Thanks for figuring this out, Shuyi!
> On 9. Oct 2018, at 09:09, Shuyi Chen <suez1...@gmail.com> wrote:
>
> I think the bug is introduced in FLINK-7643 (Rework FileSystem loading to use
> factories). In YarnApplicationMasterRunner, after the JIRA, FileSystem was
> not properly initialized with the correct flink configuration before calling
> runApplicationMaster().
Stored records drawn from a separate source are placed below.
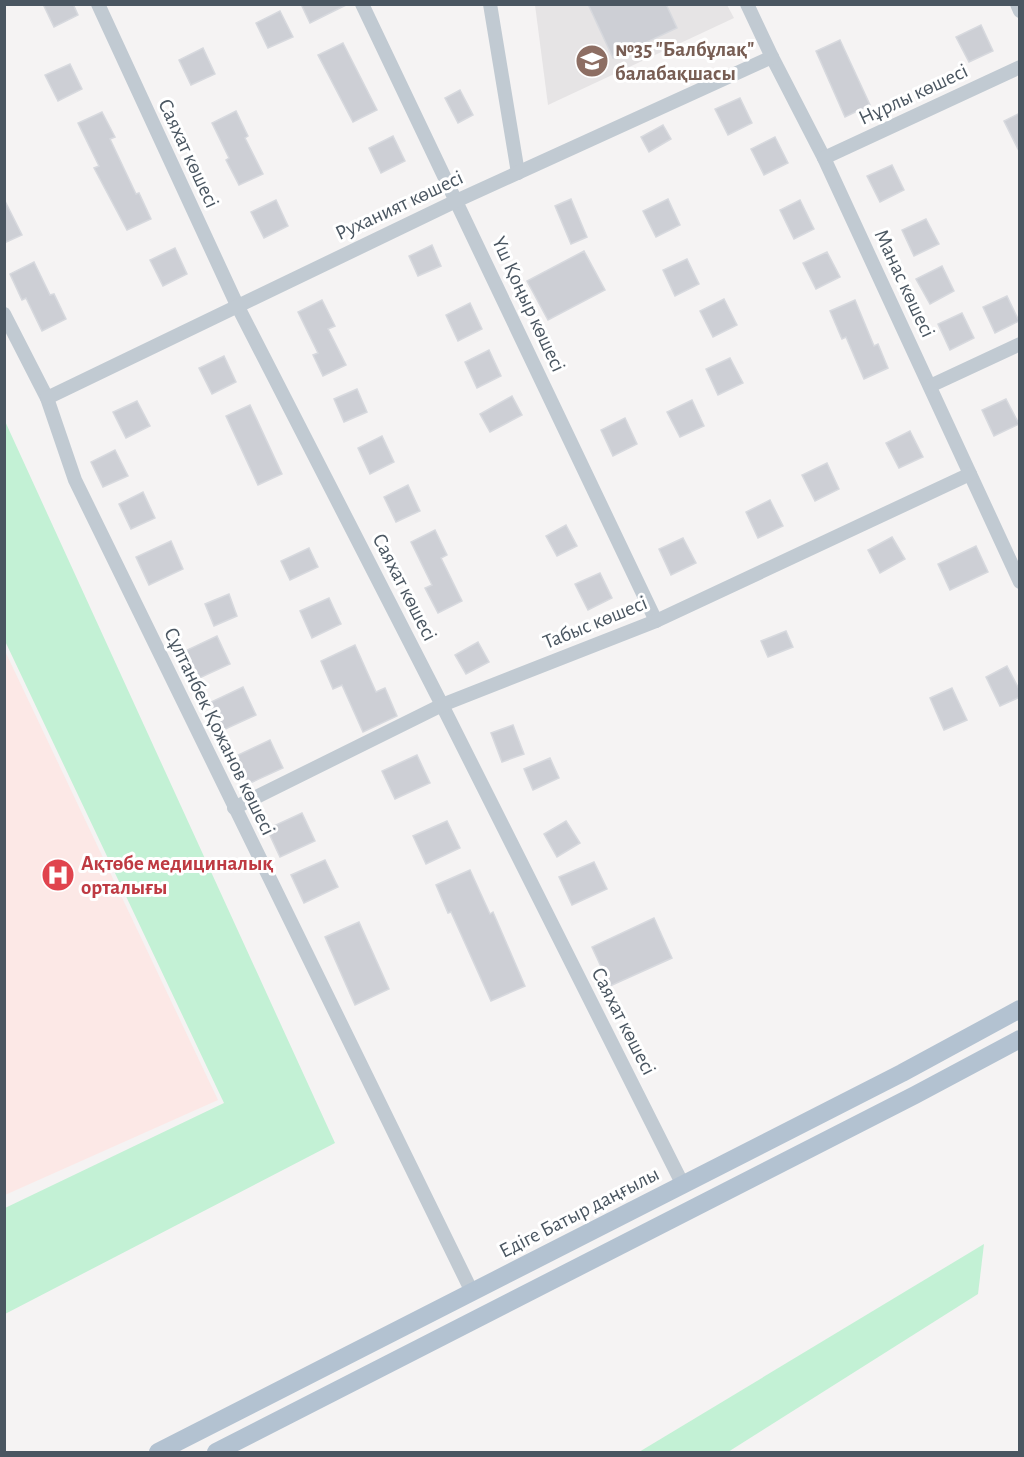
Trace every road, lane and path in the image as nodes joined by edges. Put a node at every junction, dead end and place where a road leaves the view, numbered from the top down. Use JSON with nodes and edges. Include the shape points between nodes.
{"nodes":[{"id":1,"x":98,"y":4,"type":"edge"},
{"id":2,"x":362,"y":4,"type":"edge"},
{"id":3,"x":490,"y":4,"type":"edge"},
{"id":4,"x":747,"y":4,"type":"edge"},
{"id":5,"x":1017,"y":4,"type":"edge"},
{"id":6,"x":1020,"y":11,"type":"edge"},
{"id":7,"x":772,"y":57,"type":"junction"},
{"id":8,"x":1020,"y":67,"type":"edge"},
{"id":9,"x":824,"y":158,"type":"junction"},
{"id":10,"x":518,"y":173,"type":"junction"},
{"id":11,"x":456,"y":201,"type":"junction"},
{"id":12,"x":237,"y":305,"type":"junction"},
{"id":13,"x":4,"y":314,"type":"edge"},
{"id":14,"x":1020,"y":344,"type":"edge"},
{"id":15,"x":930,"y":387,"type":"junction"},
{"id":16,"x":47,"y":398,"type":"junction"},
{"id":17,"x":970,"y":474,"type":"junction"},
{"id":18,"x":1020,"y":582,"type":"edge"},
{"id":19,"x":657,"y":621,"type":"junction"},
{"id":20,"x":442,"y":705,"type":"junction"},
{"id":21,"x":234,"y":808,"type":"junction"},
{"id":22,"x":1020,"y":1009,"type":"edge"},
{"id":23,"x":1020,"y":1039,"type":"edge"},
{"id":24,"x":683,"y":1185,"type":"junction"},
{"id":25,"x":472,"y":1292,"type":"junction"},
{"id":26,"x":158,"y":1452,"type":"edge"},
{"id":27,"x":216,"y":1452,"type":"edge"}],
"edges":[{"from":1,"to":12,"type":"street","name":"Саяхат көшесі"},
{"from":2,"to":11,"type":"street","name":"Үш Қоңыр көшесі"},
{"from":3,"to":10,"type":"street"},
{"from":4,"to":7,"type":"street","name":"Манас көшесі"},
{"from":5,"to":6,"type":"street"},
{"from":7,"to":9,"type":"street","name":"Манас көшесі"},
{"from":7,"to":10,"type":"street","name":"Руханият көшесі"},
{"from":8,"to":9,"type":"street","name":"Нұрлы көшесі"},
{"from":9,"to":15,"type":"street","name":"Манас көшесі"},
{"from":10,"to":11,"type":"street","name":"Руханият көшесі"},
{"from":11,"to":12,"type":"street","name":"Руханият көшесі"},
{"from":11,"to":19,"type":"street","name":"Үш Қоңыр көшесі"},
{"from":12,"to":16,"type":"street","name":"Руханият көшесі"},
{"from":12,"to":20,"type":"street","name":"Саяхат көшесі"},
{"from":13,"to":16,"type":"street","name":"Сұлтанбек Қожанов көшесі"},
{"from":14,"to":15,"type":"street"},
{"from":15,"to":17,"type":"street","name":"Манас көшесі"},
{"from":16,"to":21,"type":"street","name":"Сұлтанбек Қожанов көшесі","via":[[75,480]]},
{"from":17,"to":18,"type":"street","name":"Манас көшесі"},
{"from":17,"to":19,"type":"street","name":"Табыс көшесі"},
{"from":19,"to":20,"type":"street","name":"Табыс көшесі"},
{"from":20,"to":21,"type":"street","name":"Табыс көшесі"},
{"from":20,"to":24,"type":"street","name":"Саяхат көшесі"},
{"from":21,"to":25,"type":"street","name":"Сұлтанбек Қожанов көшесі"},
{"from":22,"to":24,"type":"main road","name":"Едіге Батыр даңғылы"},
{"from":23,"to":27,"type":"main road"},
{"from":24,"to":25,"type":"main road","name":"Едіге Батыр даңғылы"},
{"from":25,"to":26,"type":"main road","name":"Едіге Батыр даңғылы"}]}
W/o the initialization, a call of
> FileSystem.get("hdfs://nameservice0/") will cause the HadoopFsFactory to be
> initialized with an empty Flink Configuration, thus not able to recognize
> nameservice0.
>
> I've composed unittests in YarnApplicationMasterRunner,
> YarnTaskManagerRunnerFactory and YarnTaskExecutorRunner, and verify that
> YarnApplicationMasterRunner fail to initialize the FileSystem properly, and
> YarnTaskManagerRunnerFactory does the right thing, so does
> YarnTaskExecutorRunner.
>
> I'll create a JIRA to track the fix.
>
>
> On Thu, Oct 4, 2018 at 11:23 AM Yan Yan <yanyan300...@gmail.com
> <mailto:yanyan300...@gmail.com>> wrote:
> Hi Aljoscha,
>
> Thanks for looking into this! Yes, we toggled Flink 1.4 back to Flink 1.3.2
> and it works. So seems truly a feature disparity between 1.3.2 and 1.4.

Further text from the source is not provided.